Now we can start a calculation at this coexistence point for BCC and liquid phases. The input is given in input_bcc_dcc.yaml
and input_lqd_dcc.yaml
. We choose a temperature range of 1946 - 2150 to calculate the coexistence pressure. The mode used in the calculation is mts
.
Once the calculation is done, we can integrate using the integrate_dcc
method.
[5]:
from calphy.integrators import integrate_dcc
The integrate_dcc
method takes two folders where we performed the dynamic Clausius-Clapeyron integrations, and returns an array of coexistence temperature and pressure.
[6]:
press, temp = integrate_dcc("mts-BCC-1946-1000", "mts-LQD-1946-1000")
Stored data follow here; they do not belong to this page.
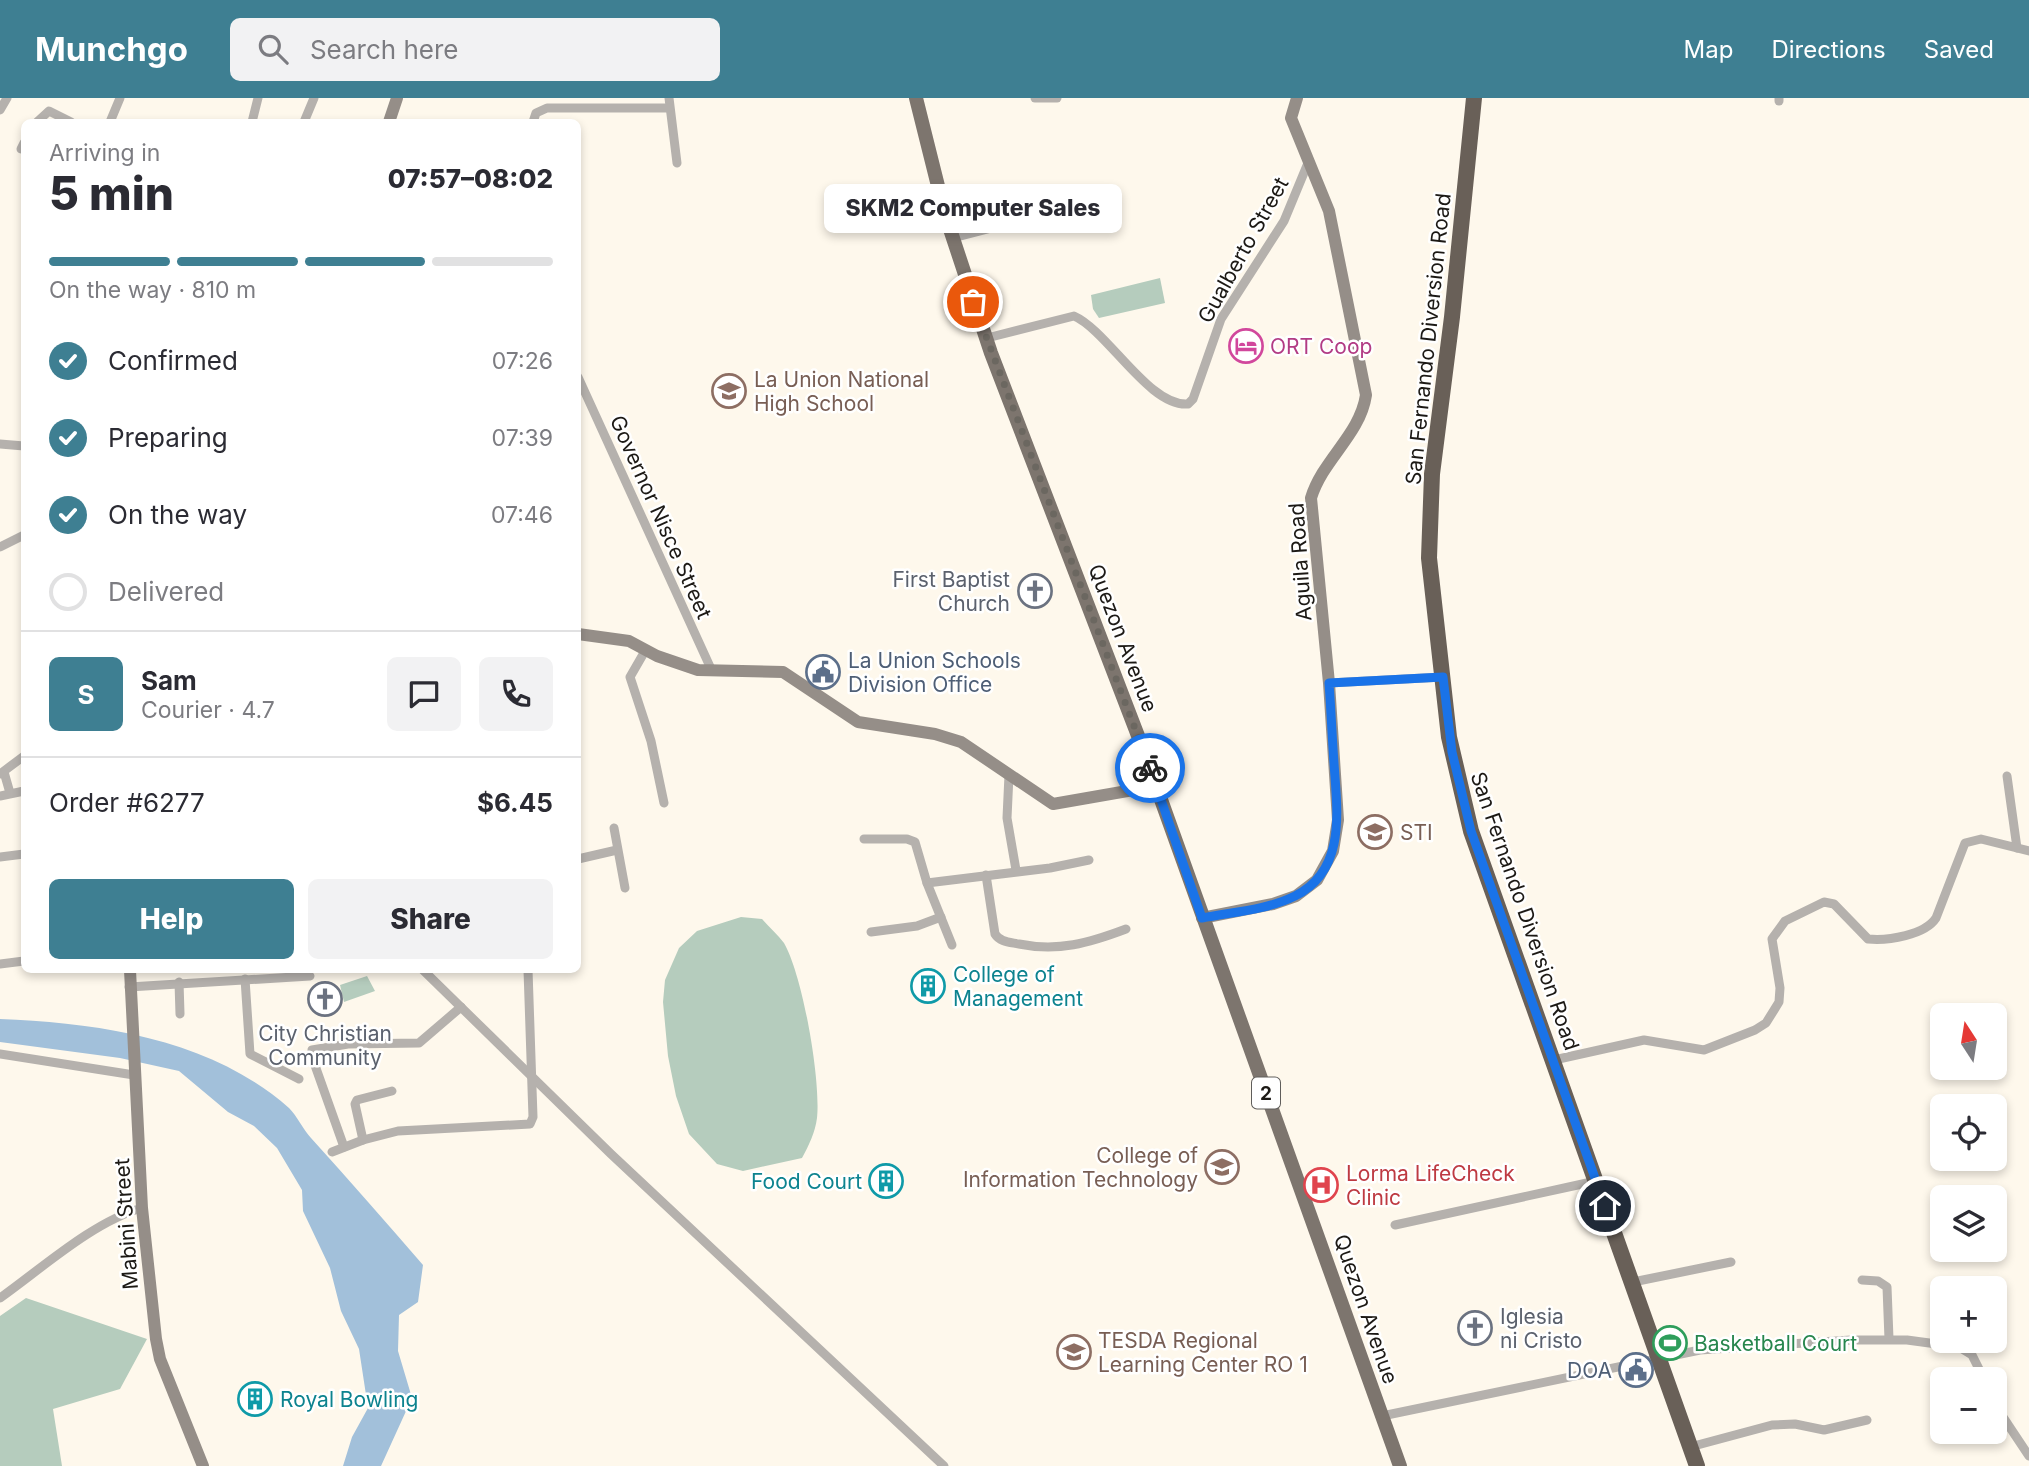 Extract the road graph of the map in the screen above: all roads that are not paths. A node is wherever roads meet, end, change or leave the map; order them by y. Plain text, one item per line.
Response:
1 (6, 98) edge
2 (120, 98) edge
3 (258, 98) edge
4 (314, 98) edge
5 (397, 98) edge
6 (916, 98) edge
7 (1034, 98) edge
8 (1057, 98) edge
9 (1297, 98) edge
10 (1474, 98) edge
11 (669, 103) edge
12 (0, 110) edge
13 (40, 119) edge
14 (65, 119) edge
15 (111, 119) edge
16 (253, 119) edge
17 (305, 119) edge
18 (390, 119) edge
19 (534, 119) edge
20 (677, 163) dead end
21 (1308, 163) junction
22 (1046, 219) dead end
23 (953, 238) junction
24 (987, 338) junction
25 (581, 384) edge
26 (0, 444) edge
27 (21, 446) edge
28 (21, 536) edge
29 (0, 547) edge
30 (581, 635) edge
31 (645, 651) junction
32 (712, 671) junction
33 (1443, 677) junction
34 (1329, 683) junction
35 (21, 758) edge
36 (2, 773) edge
37 (1009, 775) junction
38 (2007, 776) dead end
39 (1156, 786) junction
40 (21, 791) edge
41 (10, 793) junction
42 (0, 796) edge
43 (664, 803) dead end
44 (614, 828) dead end
45 (864, 839) dead end
46 (2017, 848) junction
47 (617, 850) junction
48 (2029, 851) edge
49 (21, 854) edge
50 (0, 857) edge
51 (581, 858) edge
52 (1089, 860) dead end
53 (1016, 870) junction
54 (985, 874) junction
55 (927, 883) junction
56 (625, 888) dead end
57 (941, 917) junction
58 (1202, 918) junction
59 (1126, 929) dead end
60 (871, 932) dead end
61 (952, 945) dead end
62 (21, 961) edge
63 (0, 964) edge
64 (130, 973) edge
65 (426, 973) edge
66 (528, 973) edge
67 (310, 976) dead end
68 (245, 979) junction
69 (179, 982) junction
70 (130, 987) junction
71 (461, 1007) junction
72 (180, 1014) dead end
73 (0, 1054) edge
74 (1554, 1060) junction
75 (134, 1069) junction
76 (532, 1076) junction
77 (299, 1079) dead end
78 (391, 1091) dead end
79 (363, 1140) junction
80 (344, 1147) junction
81 (332, 1152) dead end
82 (1596, 1181) junction
83 (142, 1208) junction
84 (1395, 1225) dead end
85 (1731, 1262) dead end
86 (1862, 1280) dead end
87 (1633, 1283) junction
88 (0, 1298) edge
89 (1889, 1339) junction
90 (1659, 1357) junction
91 (1978, 1367) edge
92 (1382, 1416) junction
93 (1867, 1420) dead end
94 (2007, 1423) edge
95 (1690, 1447) junction
96 (2029, 1456) edge
97 (203, 1466) edge
98 (944, 1466) edge
99 (1400, 1466) edge
100 (1697, 1466) edge

1 - 12 street
2 - 15 street
3 - 16 street
4 - 17 street
5 - 18 street
6 - 23 main road, Quezon Avenue / 2
7 - 8 street
9 - 21 street, Aguila Road
10 - 33 highway, San Fernando Diversion Road
11 - 19 street
11 - 20 street
13 - 14 street
21 - 24 street, Gualberto Street
21 - 34 street, Aguila Road
22 - 23 street
23 - 24 main road, Quezon Avenue / 2
24 - 39 main road, Quezon Avenue / 2
25 - 32 street, Governor Nisce Street
26 - 27 street
28 - 29 street
30 - 31 street
31 - 32 street
31 - 43 street
32 - 37 street
33 - 34 street
33 - 74 highway, San Fernando Diversion Road
34 - 58 street, Aguila Road
35 - 36 street
36 - 41 street
37 - 39 street
37 - 53 street
38 - 46 street
39 - 58 main road, Quezon Avenue / 2
40 - 41 street
41 - 42 street
44 - 47 street
45 - 55 street
46 - 48 street
46 - 74 street
47 - 51 street
47 - 56 street
49 - 50 street
52 - 53 street
53 - 54 street
54 - 55 street
54 - 59 street
55 - 57 street
57 - 60 street
57 - 61 street
58 - 92 main road, Quezon Avenue / 2
62 - 63 street
64 - 70 street, Mabini Street
65 - 71 street
66 - 76 street
67 - 68 street
68 - 69 street
68 - 77 street
69 - 70 street
69 - 72 street
70 - 75 street, Mabini Street
71 - 76 street
71 - 80 street
73 - 75 street
74 - 82 highway, San Fernando Diversion Road
75 - 83 street, Mabini Street
76 - 79 street
76 - 98 street
78 - 79 street
79 - 80 street
80 - 81 street
82 - 84 street
82 - 87 highway, San Fernando Diversion Road
83 - 88 street
83 - 97 street, Mabini Street
85 - 87 street
86 - 89 street
87 - 90 highway, San Fernando Diversion Road
89 - 90 street
89 - 91 street
90 - 92 street
90 - 95 highway, San Fernando Diversion Road
92 - 99 main road, Quezon Avenue / 2
93 - 95 street
94 - 96 street
95 - 100 highway, San Fernando Diversion Road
100%|███████████████████████████████████████████████████████████████████████████████████████████████████████████████████████████████████████████████████████████████████████████| 1/1 [00:00<00:00, 4.99it/s]
No of peaks #9
We can now plot the results
[9]:
plt.plot(press/10000, temp, color="#0097A7")
plt.ylabel("Temperature (K)", fontsize=12)
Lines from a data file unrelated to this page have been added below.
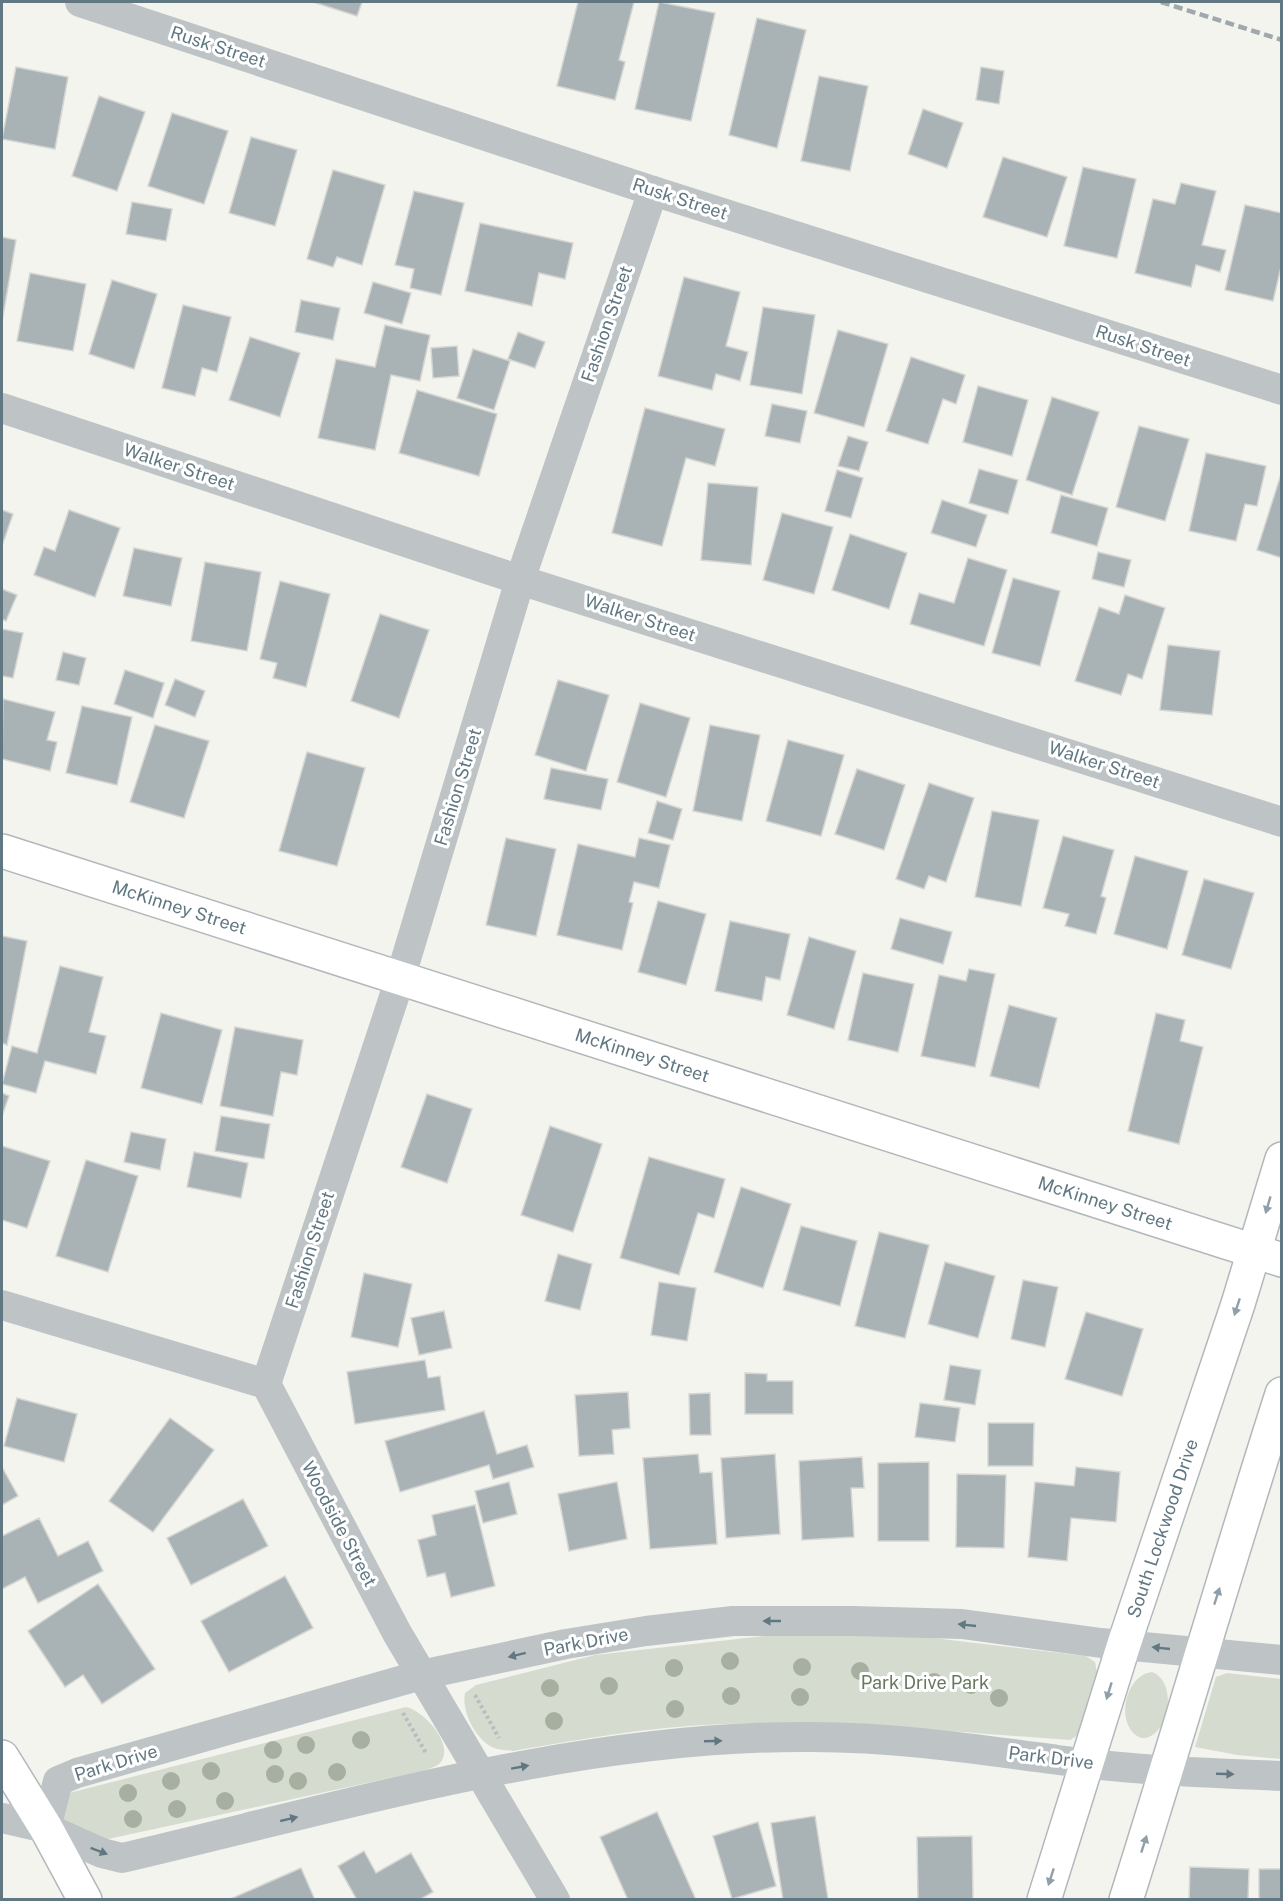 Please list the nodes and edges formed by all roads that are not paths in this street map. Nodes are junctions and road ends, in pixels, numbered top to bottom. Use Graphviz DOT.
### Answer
graph roads {
  1 [pos="80,2"];
  2 [pos="653,190"];
  3 [pos="1281,390"];
  4 [pos="2,408"];
  5 [pos="520,580"];
  6 [pos="1281,822"];
  7 [pos="2,850"];
  8 [pos="399,979"];
  9 [pos="1281,1159"];
  10 [pos="1268,1255"];
  11 [pos="2,1305"];
  12 [pos="266,1384"];
  13 [pos="1281,1394"];
  14 [pos="1124,1644"];
  15 [pos="1200,1652"];
  16 [pos="1281,1660"];
  17 [pos="422,1675"];
  18 [pos="2,1757"];
  19 [pos="1087,1762"];
  20 [pos="1168,1770"];
  21 [pos="480,1775"];
  22 [pos="1281,1776"];
  23 [pos="2,1818"];
  24 [pos="46,1828"];
  25 [pos="85,1899"];
  26 [pos="555,1899"];
  27 [pos="1044,1899"];
  28 [pos="1126,1899"];
  1 -- 2 [label="street, Rusk Street"];
  2 -- 3 [label="street, Rusk Street"];
  2 -- 5 [label="street, Fashion Street"];
  4 -- 5 [label="street, Walker Street"];
  5 -- 6 [label="street, Walker Street"];
  5 -- 8 [label="street, Fashion Street"];
  7 -- 8 [label="street, McKinney Street"];
  8 -- 10 [label="street, McKinney Street"];
  8 -- 12 [label="street, Fashion Street"];
  9 -- 10 [label="street, South Lockwood Drive, one-way"];
  10 -- 14 [label="street, South Lockwood Drive, one-way"];
  11 -- 12 [label="street"];
  12 -- 17 [label="street, Woodside Street"];
  15 -- 13 [label="street, one-way"];
  15 -- 14 [label="street, Park Drive, one-way"];
  14 -- 17 [label="street, Park Drive, one-way"];
  14 -- 19 [label="street, South Lockwood Drive, one-way"];
  15 -- 16 [label="street, Park Drive"];
  15 -- 20 [label="street"];
  17 -- 21 [label="street, Woodside Street"];
  17 -- 24 [label="street, Park Drive"];
  18 -- 24 [label="street"];
  19 -- 20 [label="street, Park Drive"];
  21 -- 19 [label="street, Park Drive, one-way"];
  19 -- 27 [label="street, South Lockwood Drive, one-way"];
  20 -- 22 [label="street, Park Drive, one-way"];
  28 -- 20 [label="street, one-way"];
  24 -- 21 [label="street, Park Drive, one-way"];
  21 -- 26 [label="street, Woodside Street"];
  23 -- 24 [label="street"];
  24 -- 25 [label="street"];
}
plt.xlabel("Pressure (GPa)", fontsize=12)
[9]:
Text(0.5, 0, 'Pressure (GPa)')

integrate_dcc
method also provides an option to fit the data; to further smoothen it. For example,
[10]:
press, temp = integrate_dcc("mts-BCC-1946-1000", "mts-LQD-1946-1000", fit_order=2)
100%|███████████████████████████████████████████████████████████████████████████████████████████████████████████████████████████████████████████████████████████████████████████| 1/1 [00:00<00:00, 4.54it/s]
No of peaks #9
[11]:
plt.plot(press/10000, temp, color="#0097A7")
plt.ylabel("Temperature (K)", fontsize=12)
plt.xlabel("Pressure (GPa)", fontsize=12)
[11]:
Text(0.5, 0, 'Pressure (GPa)')

The fit_order
keyword chooses the order of the fitting process. To validate the results, we can calculate the coexistence point at a high pressure. In this case, we calculate at a pressure of 4 GPa, in addition to the already known coexistence point at low pressure.
[15]:
parr = [1000, 40000]
tarr = [1946, 2063]
[16]:
plt.plot(press/10000, temp, color="#0097A7")
plt.plot(np.array(parr)/10000, tarr, "o", color="#E53935")
plt.ylabel("Temperature (K)", fontsize=12)
plt.xlabel("Pressure (GPa)", fontsize=12)
[16]:
Text(0.5, 0, 'Pressure (GPa)')

We can see that there is good agreement between the dynamic Clausius-Clapeyron integration and direct calculations.